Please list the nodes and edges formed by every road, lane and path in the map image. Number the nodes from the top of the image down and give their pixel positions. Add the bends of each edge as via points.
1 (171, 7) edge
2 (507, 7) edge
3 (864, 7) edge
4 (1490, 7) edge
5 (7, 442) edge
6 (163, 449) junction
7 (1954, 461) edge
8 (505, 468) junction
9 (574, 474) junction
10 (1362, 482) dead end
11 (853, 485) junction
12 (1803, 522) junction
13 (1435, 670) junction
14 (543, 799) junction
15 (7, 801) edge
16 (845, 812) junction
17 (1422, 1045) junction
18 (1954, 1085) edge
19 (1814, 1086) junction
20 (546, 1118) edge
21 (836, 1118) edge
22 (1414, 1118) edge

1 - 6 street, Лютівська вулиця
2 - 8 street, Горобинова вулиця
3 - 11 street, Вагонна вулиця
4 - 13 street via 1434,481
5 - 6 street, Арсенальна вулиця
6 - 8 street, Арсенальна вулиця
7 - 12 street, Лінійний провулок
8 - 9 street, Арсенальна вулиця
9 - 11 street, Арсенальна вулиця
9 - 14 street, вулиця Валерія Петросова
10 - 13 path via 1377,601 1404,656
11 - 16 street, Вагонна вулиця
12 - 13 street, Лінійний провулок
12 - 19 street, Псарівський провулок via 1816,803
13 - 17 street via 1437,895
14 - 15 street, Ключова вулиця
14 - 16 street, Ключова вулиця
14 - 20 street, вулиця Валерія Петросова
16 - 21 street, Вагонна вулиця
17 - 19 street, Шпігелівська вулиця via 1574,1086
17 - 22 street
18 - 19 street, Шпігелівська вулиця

===

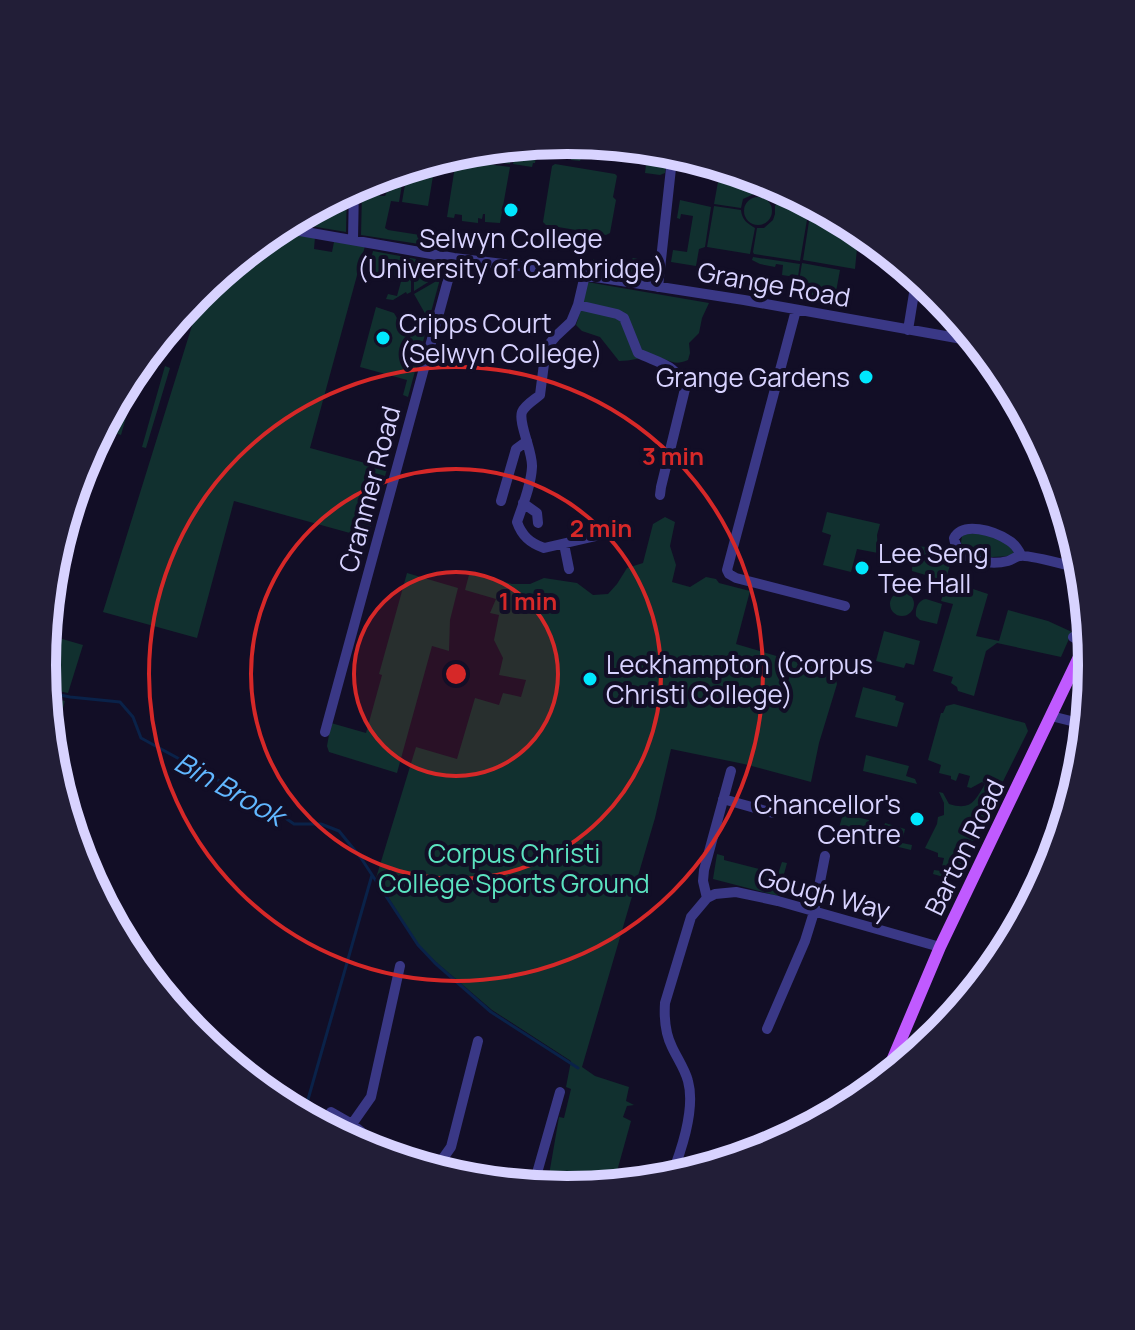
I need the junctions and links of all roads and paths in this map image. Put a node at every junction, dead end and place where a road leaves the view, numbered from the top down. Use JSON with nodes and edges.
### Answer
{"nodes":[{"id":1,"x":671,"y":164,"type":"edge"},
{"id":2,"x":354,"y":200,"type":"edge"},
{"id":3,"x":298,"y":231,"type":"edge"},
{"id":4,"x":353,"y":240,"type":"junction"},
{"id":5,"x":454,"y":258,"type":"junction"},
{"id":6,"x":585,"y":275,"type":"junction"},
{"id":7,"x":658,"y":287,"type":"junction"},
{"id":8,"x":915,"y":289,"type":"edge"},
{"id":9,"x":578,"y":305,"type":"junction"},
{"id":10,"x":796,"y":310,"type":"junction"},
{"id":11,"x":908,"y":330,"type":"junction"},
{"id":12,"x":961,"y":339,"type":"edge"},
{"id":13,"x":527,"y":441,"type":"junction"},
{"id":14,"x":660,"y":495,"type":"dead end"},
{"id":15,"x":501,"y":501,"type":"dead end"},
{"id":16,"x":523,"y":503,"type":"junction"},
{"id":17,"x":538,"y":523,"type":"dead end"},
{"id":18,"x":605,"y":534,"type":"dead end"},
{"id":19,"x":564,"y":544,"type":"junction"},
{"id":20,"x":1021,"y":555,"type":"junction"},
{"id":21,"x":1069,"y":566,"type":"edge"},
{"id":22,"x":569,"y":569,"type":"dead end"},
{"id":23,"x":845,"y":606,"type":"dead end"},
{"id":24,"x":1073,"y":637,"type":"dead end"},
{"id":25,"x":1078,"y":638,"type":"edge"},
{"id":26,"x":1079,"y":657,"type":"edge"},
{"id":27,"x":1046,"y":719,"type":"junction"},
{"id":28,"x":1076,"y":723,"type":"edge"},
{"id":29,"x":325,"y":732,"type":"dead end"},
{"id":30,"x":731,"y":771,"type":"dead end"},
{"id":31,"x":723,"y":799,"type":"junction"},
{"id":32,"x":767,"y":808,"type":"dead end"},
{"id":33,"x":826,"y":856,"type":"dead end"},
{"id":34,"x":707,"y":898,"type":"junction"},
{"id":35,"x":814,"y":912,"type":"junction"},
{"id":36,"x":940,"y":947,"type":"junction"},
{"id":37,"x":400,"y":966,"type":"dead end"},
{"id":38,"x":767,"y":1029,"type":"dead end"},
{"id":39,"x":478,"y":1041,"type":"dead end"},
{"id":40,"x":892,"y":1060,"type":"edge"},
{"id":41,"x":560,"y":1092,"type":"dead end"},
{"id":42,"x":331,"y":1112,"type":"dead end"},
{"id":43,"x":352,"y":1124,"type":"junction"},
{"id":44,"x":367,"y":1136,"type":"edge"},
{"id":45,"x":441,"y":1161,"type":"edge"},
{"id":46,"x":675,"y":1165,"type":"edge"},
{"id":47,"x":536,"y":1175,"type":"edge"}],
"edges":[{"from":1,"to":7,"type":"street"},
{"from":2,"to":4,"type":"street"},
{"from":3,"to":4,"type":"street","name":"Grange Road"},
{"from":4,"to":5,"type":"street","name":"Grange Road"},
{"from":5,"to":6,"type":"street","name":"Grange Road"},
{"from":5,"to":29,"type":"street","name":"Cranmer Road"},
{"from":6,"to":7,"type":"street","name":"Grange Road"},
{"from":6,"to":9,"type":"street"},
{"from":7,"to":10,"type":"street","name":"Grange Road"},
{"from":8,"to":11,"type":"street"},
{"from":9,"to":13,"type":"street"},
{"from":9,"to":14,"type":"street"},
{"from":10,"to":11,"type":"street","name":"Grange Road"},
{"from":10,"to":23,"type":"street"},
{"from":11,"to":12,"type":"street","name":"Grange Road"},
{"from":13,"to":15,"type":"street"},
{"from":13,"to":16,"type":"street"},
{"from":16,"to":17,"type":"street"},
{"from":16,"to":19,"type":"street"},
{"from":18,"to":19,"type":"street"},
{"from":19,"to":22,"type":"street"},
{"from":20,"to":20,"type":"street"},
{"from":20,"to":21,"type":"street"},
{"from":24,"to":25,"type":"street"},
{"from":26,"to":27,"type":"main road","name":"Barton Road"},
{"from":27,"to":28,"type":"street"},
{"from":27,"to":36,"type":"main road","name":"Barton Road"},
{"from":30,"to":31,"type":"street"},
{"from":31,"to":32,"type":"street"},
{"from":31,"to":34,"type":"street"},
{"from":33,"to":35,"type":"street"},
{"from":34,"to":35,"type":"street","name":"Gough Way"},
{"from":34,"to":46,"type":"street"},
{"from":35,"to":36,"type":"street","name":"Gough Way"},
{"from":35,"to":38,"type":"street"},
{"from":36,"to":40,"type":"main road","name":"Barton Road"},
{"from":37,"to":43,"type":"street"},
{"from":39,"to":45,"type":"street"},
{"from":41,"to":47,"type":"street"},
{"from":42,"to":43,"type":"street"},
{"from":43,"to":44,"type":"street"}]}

===

Copy, from the material, each line that holds the string "main".

_Output_.
{"from":26,"to":27,"type":"main road","name":"Barton Road"},
{"from":27,"to":36,"type":"main road","name":"Barton Road"},
{"from":36,"to":40,"type":"main road","name":"Barton Road"},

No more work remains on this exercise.